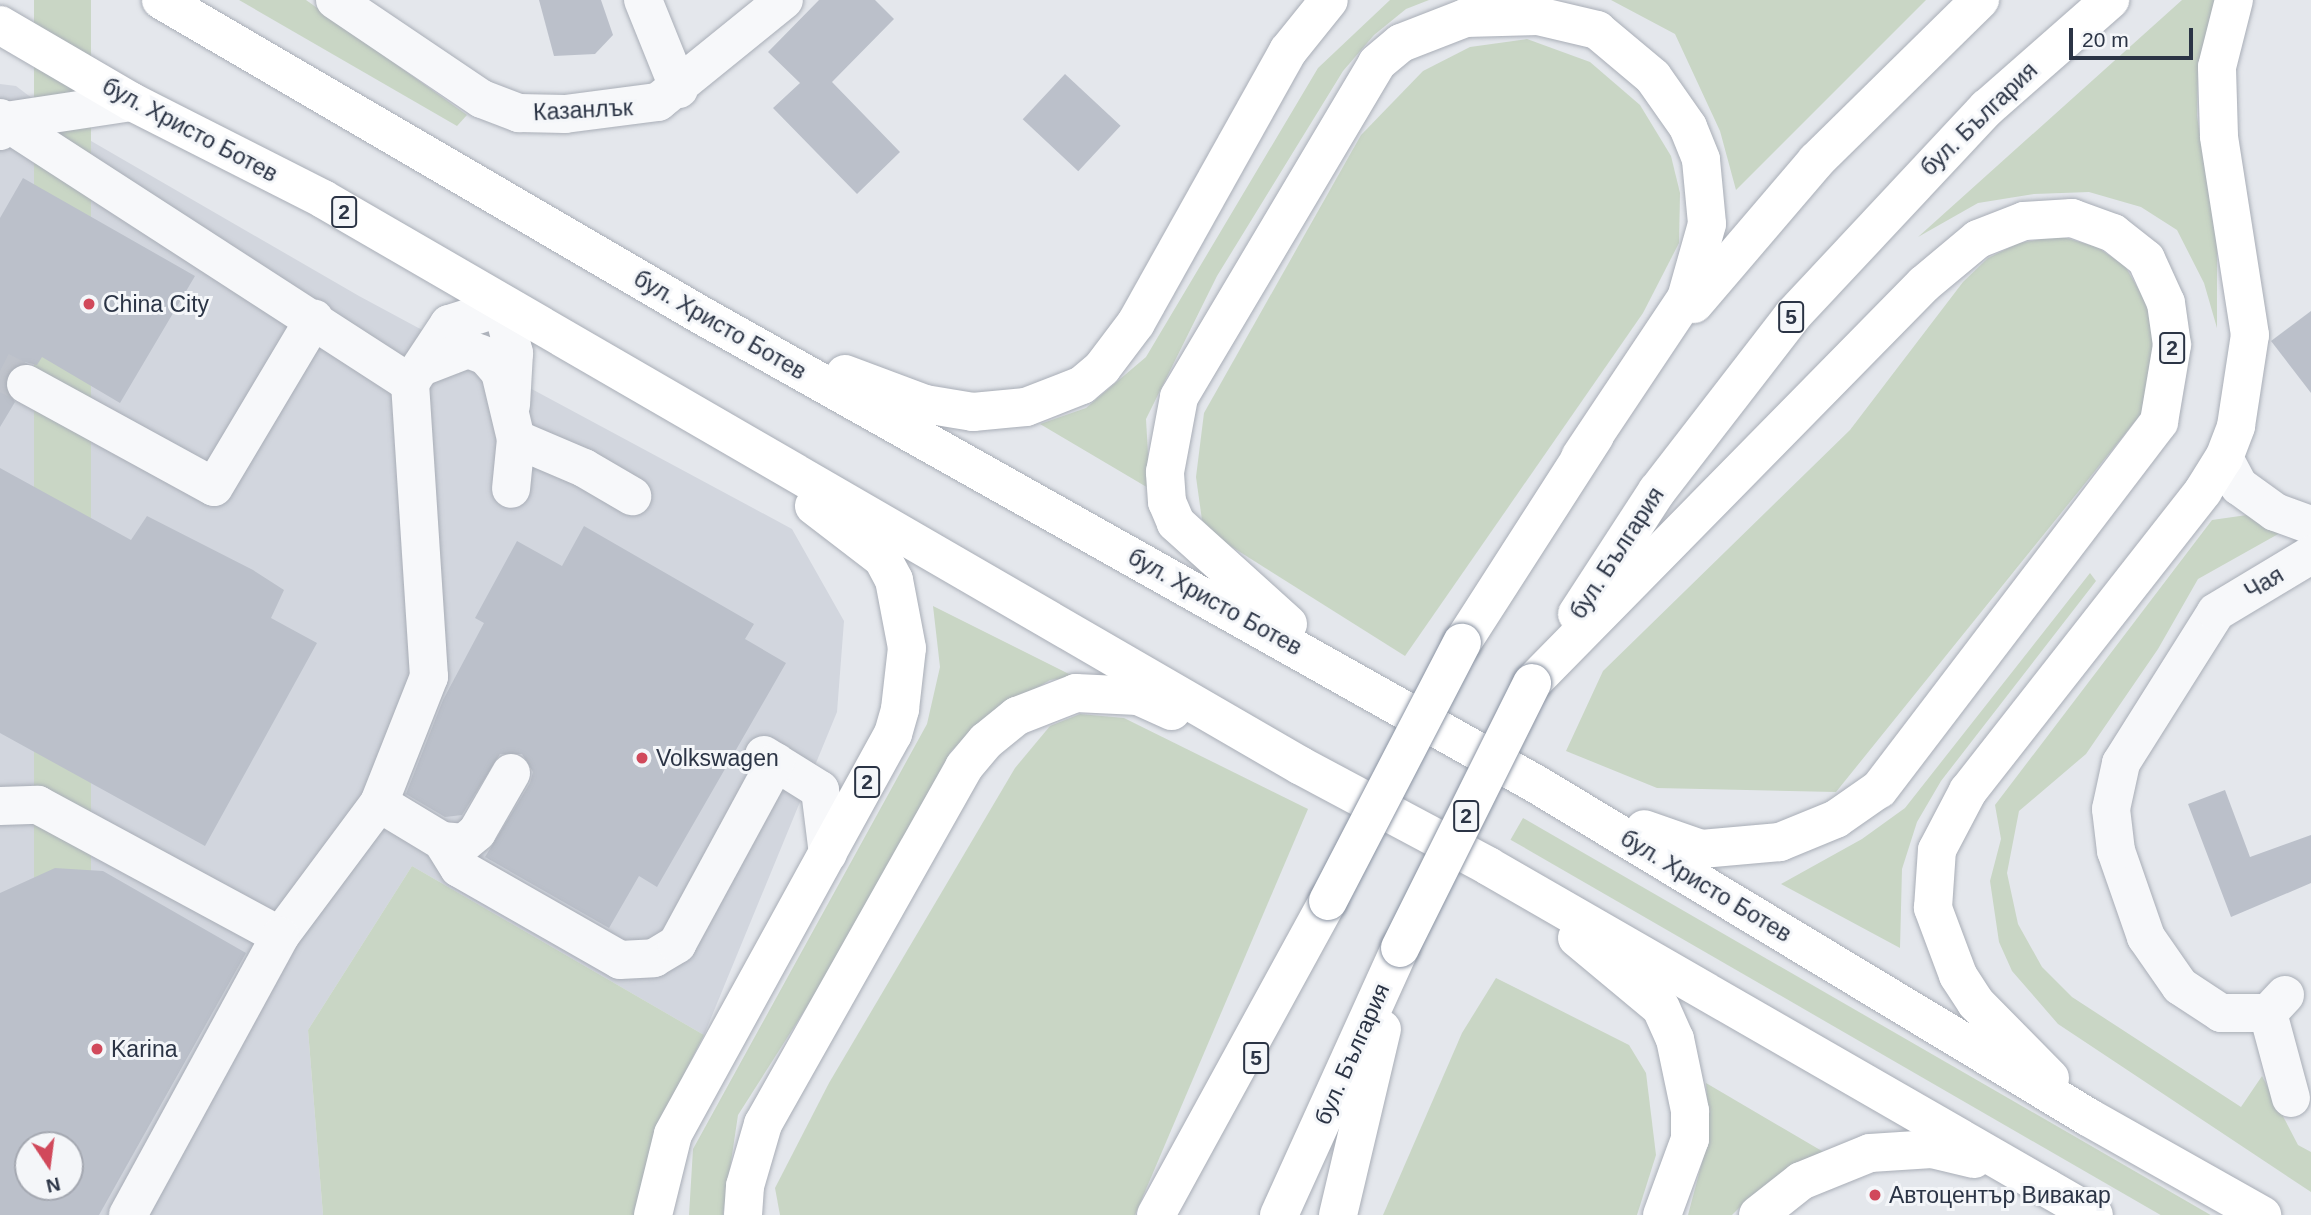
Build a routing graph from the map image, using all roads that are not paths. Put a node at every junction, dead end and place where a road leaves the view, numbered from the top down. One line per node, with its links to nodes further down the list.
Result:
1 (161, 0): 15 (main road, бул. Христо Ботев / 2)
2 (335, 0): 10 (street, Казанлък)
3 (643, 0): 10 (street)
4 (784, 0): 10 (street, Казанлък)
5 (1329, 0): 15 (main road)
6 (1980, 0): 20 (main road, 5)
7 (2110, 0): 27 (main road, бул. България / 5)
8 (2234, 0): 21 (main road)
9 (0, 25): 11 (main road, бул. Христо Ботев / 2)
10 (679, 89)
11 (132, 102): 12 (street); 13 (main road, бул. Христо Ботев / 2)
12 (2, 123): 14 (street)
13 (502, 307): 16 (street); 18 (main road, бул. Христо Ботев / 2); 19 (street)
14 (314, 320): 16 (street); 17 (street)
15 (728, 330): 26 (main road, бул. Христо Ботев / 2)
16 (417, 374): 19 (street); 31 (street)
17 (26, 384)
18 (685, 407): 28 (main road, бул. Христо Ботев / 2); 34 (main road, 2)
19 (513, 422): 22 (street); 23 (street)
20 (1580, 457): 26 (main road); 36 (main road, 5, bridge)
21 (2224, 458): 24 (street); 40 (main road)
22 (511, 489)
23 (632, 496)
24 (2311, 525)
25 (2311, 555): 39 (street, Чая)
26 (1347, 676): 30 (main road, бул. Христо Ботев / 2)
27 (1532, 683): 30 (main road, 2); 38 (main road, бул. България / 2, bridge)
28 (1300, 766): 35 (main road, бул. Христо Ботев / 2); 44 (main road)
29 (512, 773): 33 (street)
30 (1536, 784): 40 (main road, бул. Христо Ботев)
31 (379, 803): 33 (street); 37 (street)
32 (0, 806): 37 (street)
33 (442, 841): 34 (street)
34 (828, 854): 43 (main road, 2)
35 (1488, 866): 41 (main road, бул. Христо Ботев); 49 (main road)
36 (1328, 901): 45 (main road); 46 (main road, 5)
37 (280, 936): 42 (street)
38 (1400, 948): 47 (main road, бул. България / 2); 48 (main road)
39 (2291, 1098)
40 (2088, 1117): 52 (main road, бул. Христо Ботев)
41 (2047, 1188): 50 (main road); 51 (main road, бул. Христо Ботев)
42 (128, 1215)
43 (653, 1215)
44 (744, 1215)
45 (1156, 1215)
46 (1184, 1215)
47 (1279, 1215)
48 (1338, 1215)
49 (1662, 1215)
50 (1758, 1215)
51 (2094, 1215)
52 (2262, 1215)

------------------------------

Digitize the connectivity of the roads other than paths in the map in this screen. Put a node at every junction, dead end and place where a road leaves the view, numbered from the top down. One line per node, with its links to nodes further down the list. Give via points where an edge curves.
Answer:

------------------------------

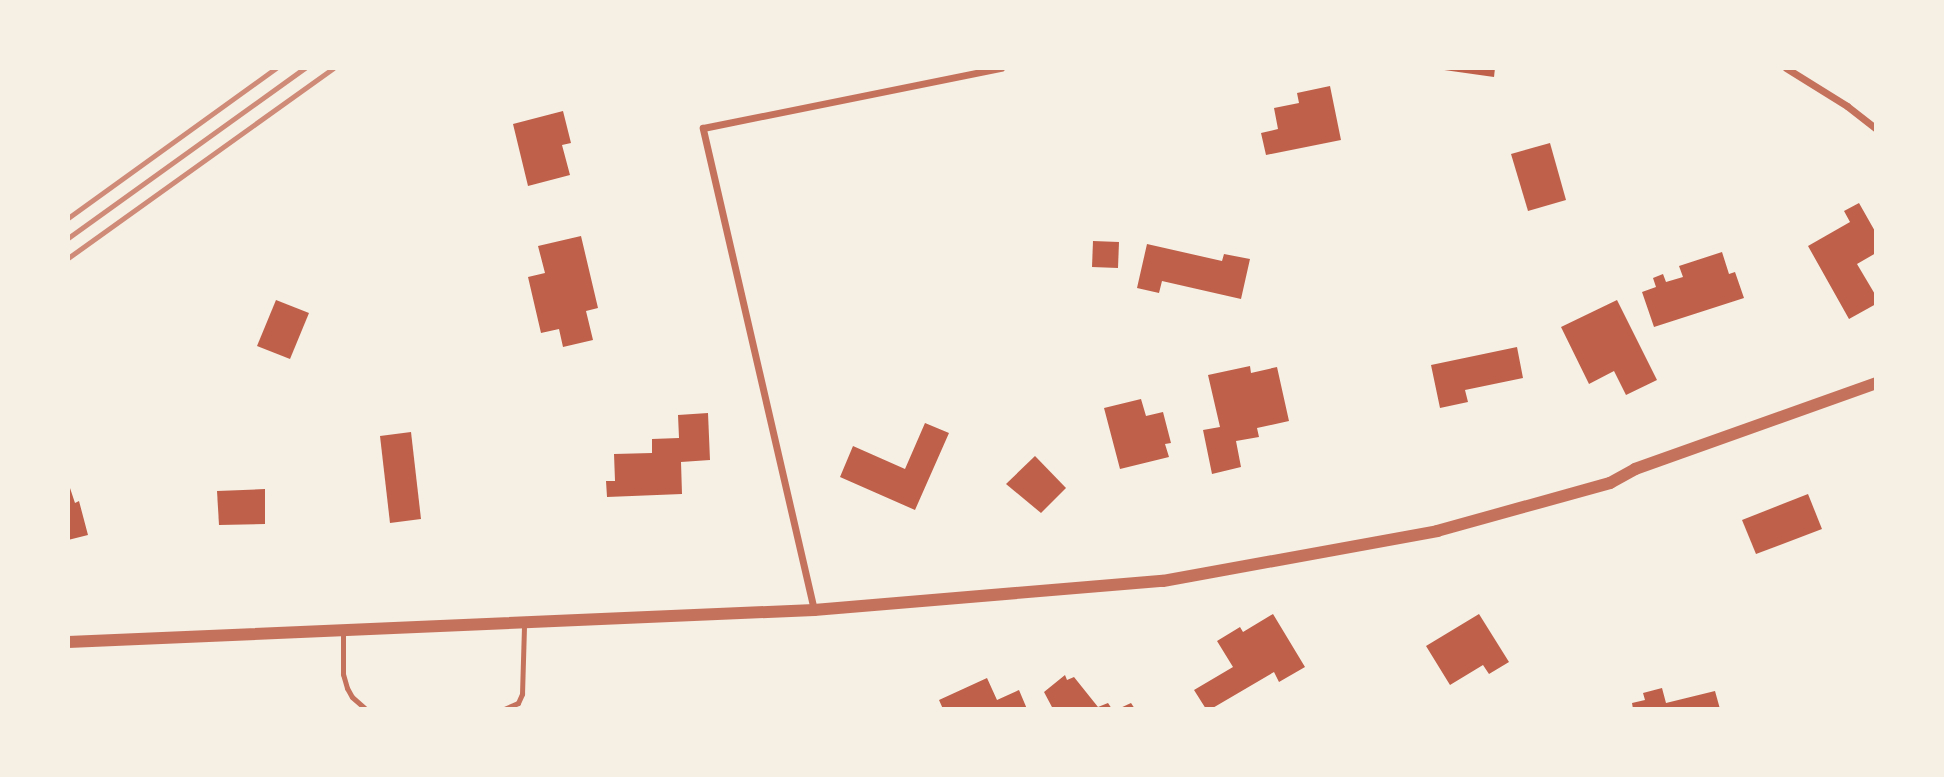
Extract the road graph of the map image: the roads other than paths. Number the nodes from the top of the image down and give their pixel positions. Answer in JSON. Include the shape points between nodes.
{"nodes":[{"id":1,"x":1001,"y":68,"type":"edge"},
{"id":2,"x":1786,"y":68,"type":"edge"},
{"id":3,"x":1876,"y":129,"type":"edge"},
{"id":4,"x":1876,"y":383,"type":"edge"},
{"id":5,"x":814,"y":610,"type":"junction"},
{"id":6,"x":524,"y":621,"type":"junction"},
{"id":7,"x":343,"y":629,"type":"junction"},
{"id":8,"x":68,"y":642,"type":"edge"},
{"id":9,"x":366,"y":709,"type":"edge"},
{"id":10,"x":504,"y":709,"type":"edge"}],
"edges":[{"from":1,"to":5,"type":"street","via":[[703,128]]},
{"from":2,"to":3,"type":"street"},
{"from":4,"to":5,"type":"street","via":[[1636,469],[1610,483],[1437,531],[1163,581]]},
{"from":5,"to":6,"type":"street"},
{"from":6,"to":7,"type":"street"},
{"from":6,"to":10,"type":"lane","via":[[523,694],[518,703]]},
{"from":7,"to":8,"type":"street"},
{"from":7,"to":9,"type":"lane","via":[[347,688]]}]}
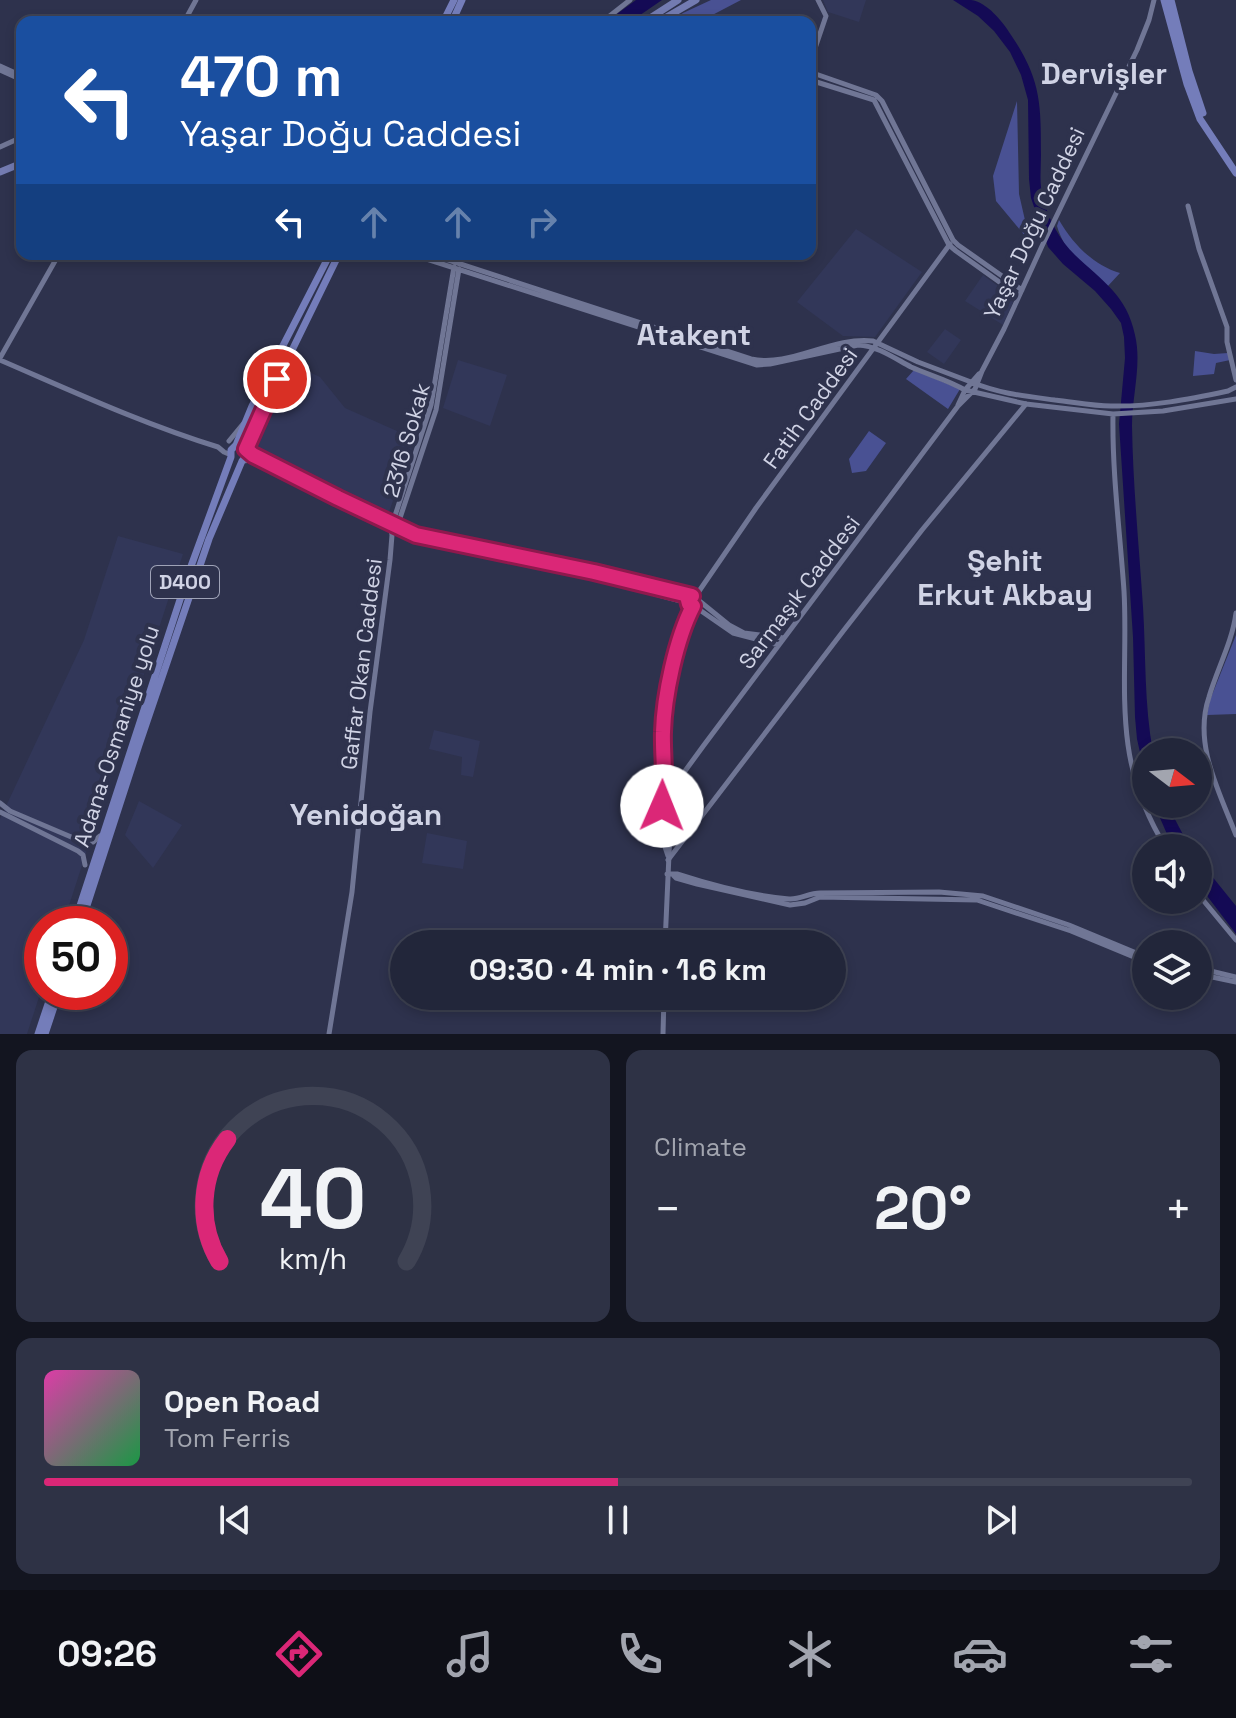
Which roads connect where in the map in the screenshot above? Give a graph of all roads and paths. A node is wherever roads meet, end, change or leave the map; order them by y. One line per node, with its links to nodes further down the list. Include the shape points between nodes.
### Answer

------------------------------

**ASSIGNMENT**. Filter the entries above and return only the lines holding "place".

**EXPECTED ANSWER**.
Build a routing graph from the map image, using all roads that are not paths. Put a node at every junction, dead end and place where a road leaves the view, numbered from the top down. One line per node, with its links to nodes further down the list.
Digitize the connectivity of the roads other than paths in the map in this screen. Put a node at every junction, dead end and place where a road leaves the view, numbered from the top down. One line per node, with its links to nodes further down the list. Give via points where an edge curves.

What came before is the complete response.